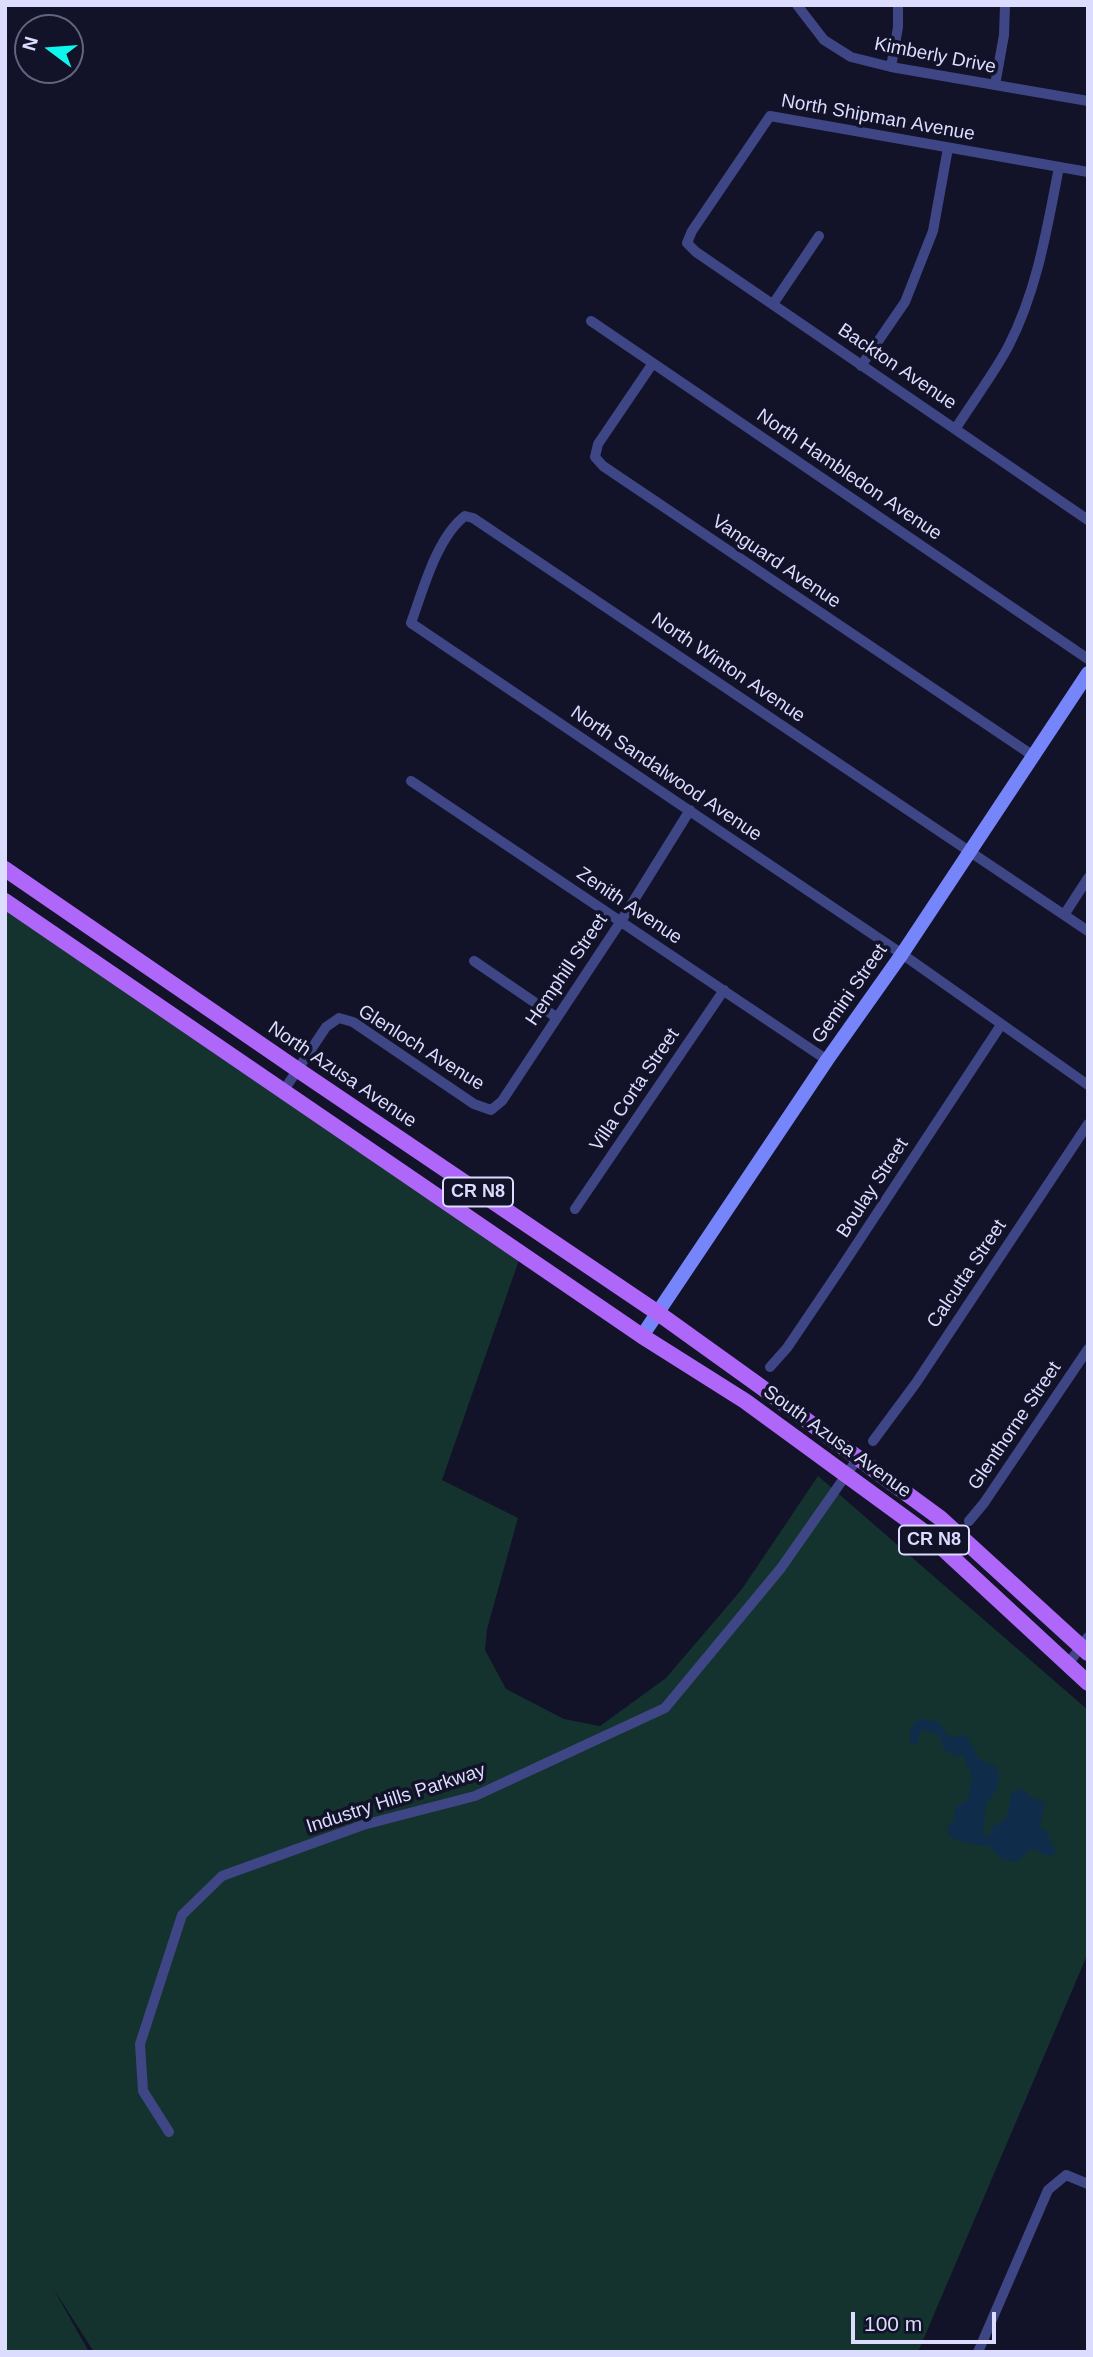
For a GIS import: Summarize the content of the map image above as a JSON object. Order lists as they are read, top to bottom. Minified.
{"streets":{"main road":["North Azusa Avenue","CR N8","South Azusa Avenue"],"street":["Kimberly Drive","North Shipman Avenue","Backton Avenue","North Hambledon Avenue","Vanguard Avenue","North Winton Avenue","North Sandalwood Avenue","Zenith Avenue","Hemphill Street","Gemini Street","Glenloch Avenue","Villa Corta Street","Boulay Street","Calcutta Street","Glenthorne Street","Industry Hills Parkway"]},"crossings":[["North Shipman Avenue","Backton Avenue"],["North Hambledon Avenue","Vanguard Avenue"],["Vanguard Avenue","Gemini Street"],["North Winton Avenue","North Sandalwood Avenue"],["North Winton Avenue","Gemini Street"],["North Sandalwood Avenue","Hemphill Street"],["North Sandalwood Avenue","Gemini Street"],["North Sandalwood Avenue","Boulay Street"],["Zenith Avenue","Hemphill Street"],["Zenith Avenue","Gemini Street"],["Zenith Avenue","Villa Corta Street"],["Hemphill Street","Glenloch Avenue"],["Gemini Street","North Azusa Avenue"],["Gemini Street","CR N8"],["Gemini Street","South Azusa Avenue"],["Glenloch Avenue","North Azusa Avenue"],["Glenloch Avenue","CR N8"],["North Azusa Avenue","South Azusa Avenue"],["CR N8","South Azusa Avenue"],["South Azusa Avenue","Industry Hills Parkway"]],"scale_bar":"100 m","north":"left"}
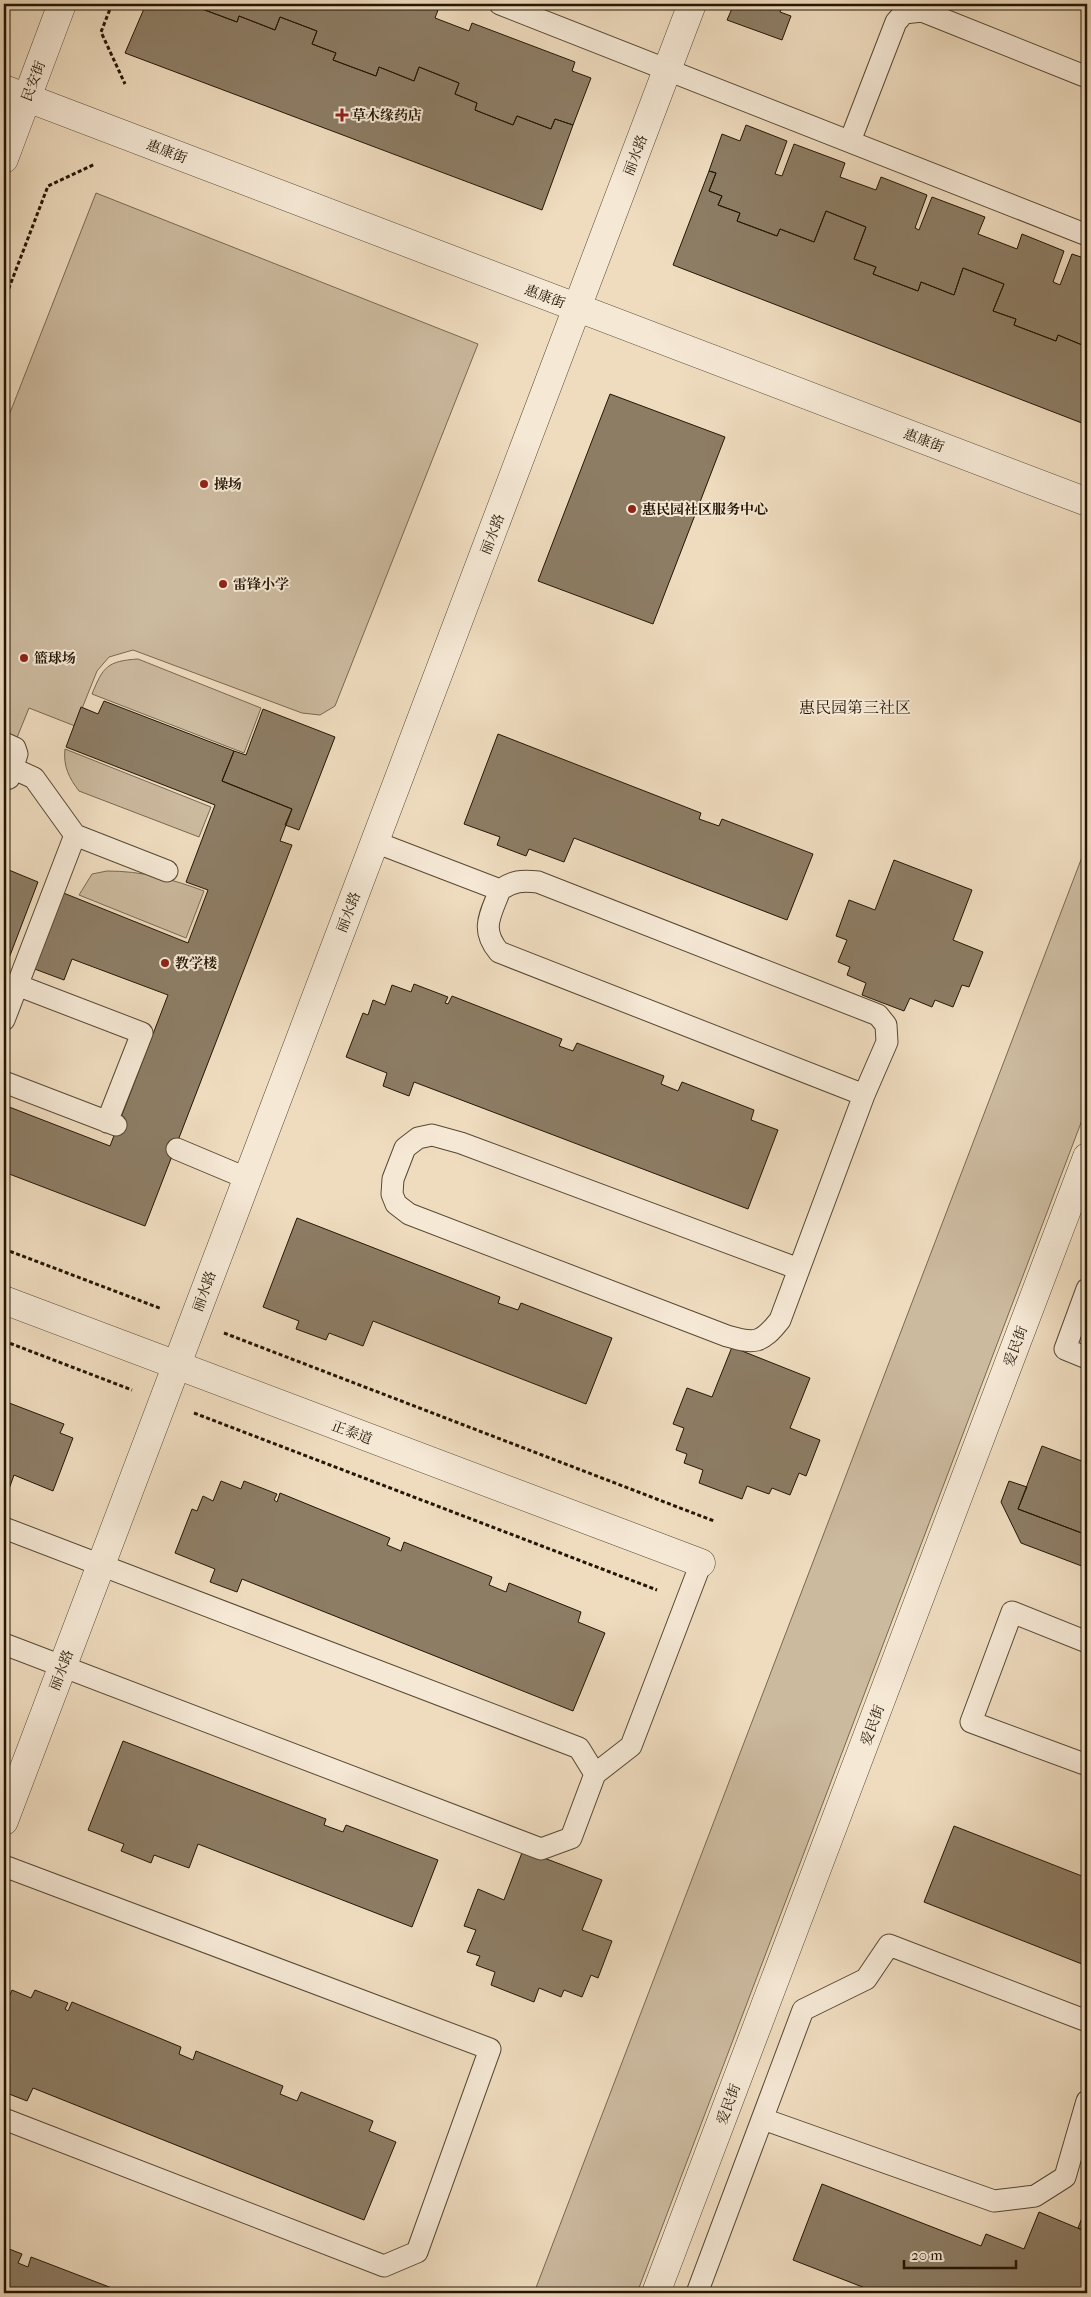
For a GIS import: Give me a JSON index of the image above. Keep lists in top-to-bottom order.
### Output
{
  "streets": {
    "street": [
      "民安街",
      "惠康街",
      "丽水路",
      "爱民街",
      "正泰道"
    ]
  },
  "crossings": [
    ["民安街", "惠康街"],
    ["惠康街", "丽水路"],
    ["丽水路", "正泰道"]
  ],
  "districts": ["惠民园第三社区"],
  "places": {
    "health": ["草木缘药店"],
    "other": [
      "操场",
      "惠民园社区服务中心",
      "雷锋小学",
      "篮球场",
      "教学楼"
    ]
  },
  "scale_bar": "20 m"
}
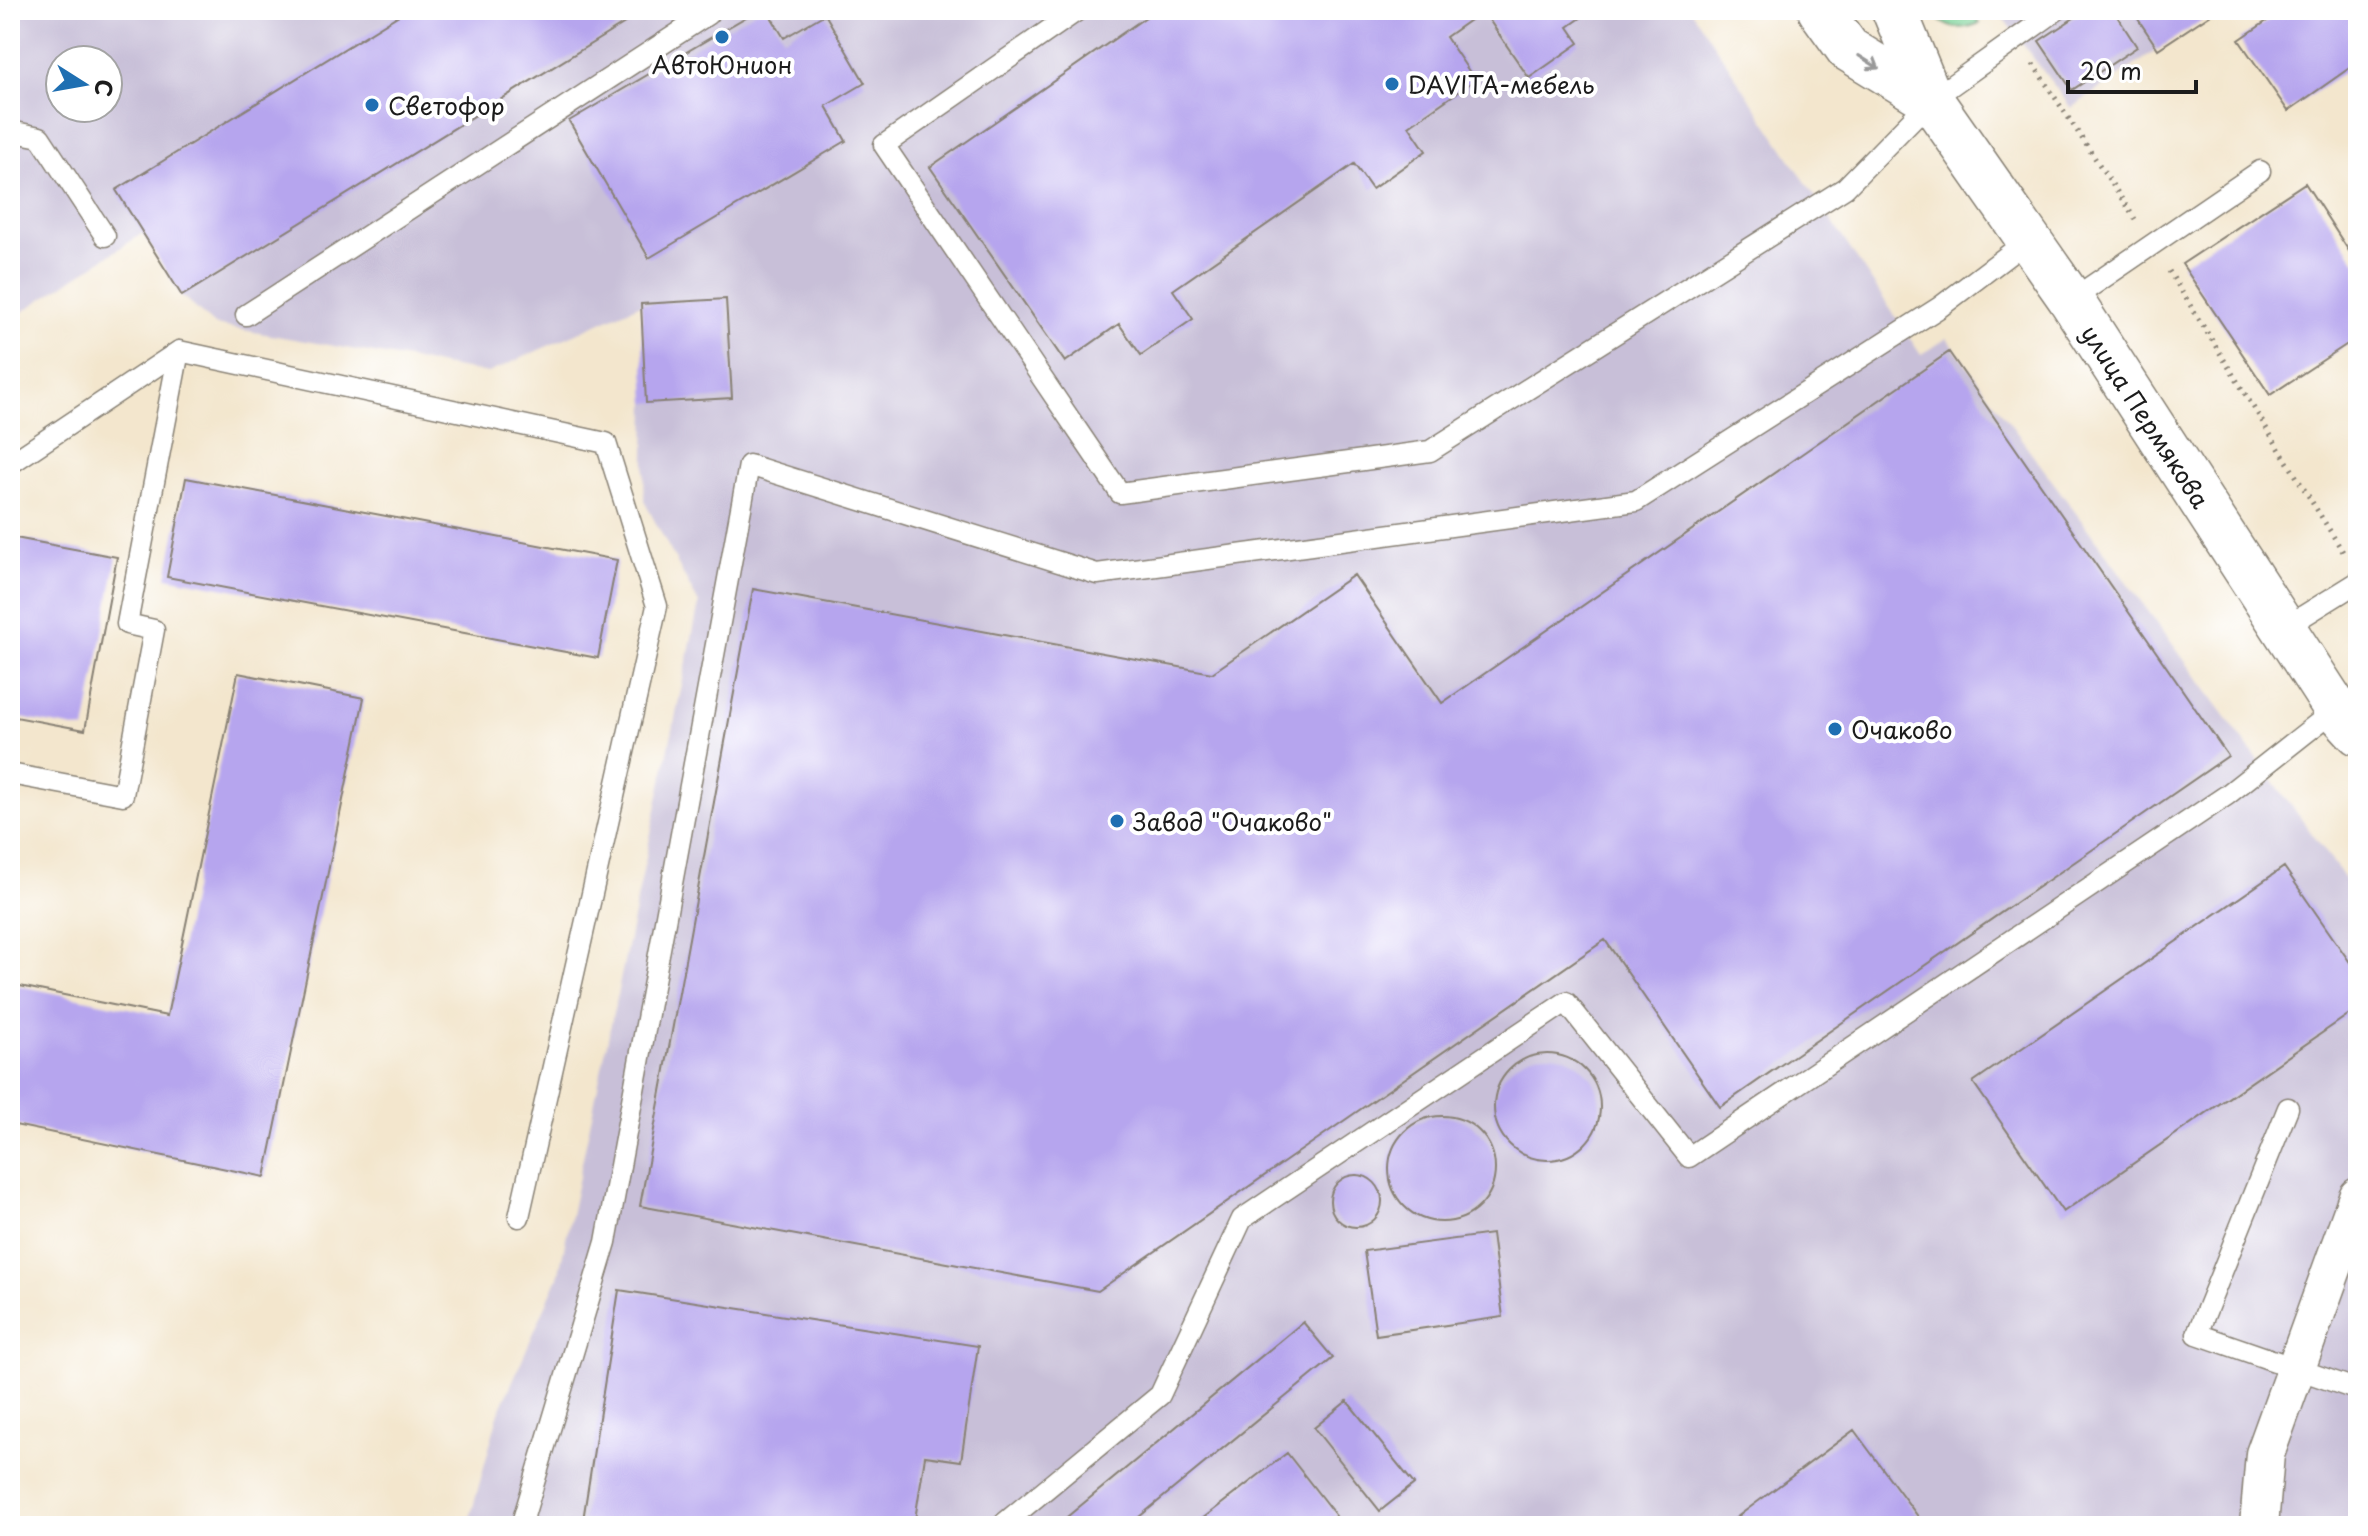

* WHAT IS BEING ASKED *
Apart from the images, every line above is to be given again exactly.

* RESPONSE AREA *
For a GIS import: Summarize the content of the map image above as a JSON object. Order lists as they are read, top to bottom. Minified.
{"streets":{"main road":["North Azusa Avenue","CR N8","South Azusa Avenue"],"street":["Kimberly Drive","North Shipman Avenue","Backton Avenue","North Hambledon Avenue","Vanguard Avenue","North Winton Avenue","North Sandalwood Avenue","Zenith Avenue","Hemphill Street","Gemini Street","Glenloch Avenue","Villa Corta Street","Boulay Street","Calcutta Street","Glenthorne Street","Industry Hills Parkway"]},"crossings":[["North Shipman Avenue","Backton Avenue"],["North Hambledon Avenue","Vanguard Avenue"],["Vanguard Avenue","Gemini Street"],["North Winton Avenue","North Sandalwood Avenue"],["North Winton Avenue","Gemini Street"],["North Sandalwood Avenue","Hemphill Street"],["North Sandalwood Avenue","Gemini Street"],["North Sandalwood Avenue","Boulay Street"],["Zenith Avenue","Hemphill Street"],["Zenith Avenue","Gemini Street"],["Zenith Avenue","Villa Corta Street"],["Hemphill Street","Glenloch Avenue"],["Gemini Street","North Azusa Avenue"],["Gemini Street","CR N8"],["Gemini Street","South Azusa Avenue"],["Glenloch Avenue","North Azusa Avenue"],["Glenloch Avenue","CR N8"],["North Azusa Avenue","South Azusa Avenue"],["CR N8","South Azusa Avenue"],["South Azusa Avenue","Industry Hills Parkway"]],"scale_bar":"100 m","north":"left"}
For a GIS import: Give me a JSON index of the image above. Keep lists in top-to-bottom order.
### Output
{
  "streets": {
    "street": [
      "民安街",
      "惠康街",
      "丽水路",
      "爱民街",
      "正泰道"
    ]
  },
  "crossings": [
    ["民安街", "惠康街"],
    ["惠康街", "丽水路"],
    ["丽水路", "正泰道"]
  ],
  "districts": ["惠民园第三社区"],
  "places": {
    "health": ["草木缘药店"],
    "other": [
      "操场",
      "惠民园社区服务中心",
      "雷锋小学",
      "篮球场",
      "教学楼"
    ]
  },
  "scale_bar": "20 m"
}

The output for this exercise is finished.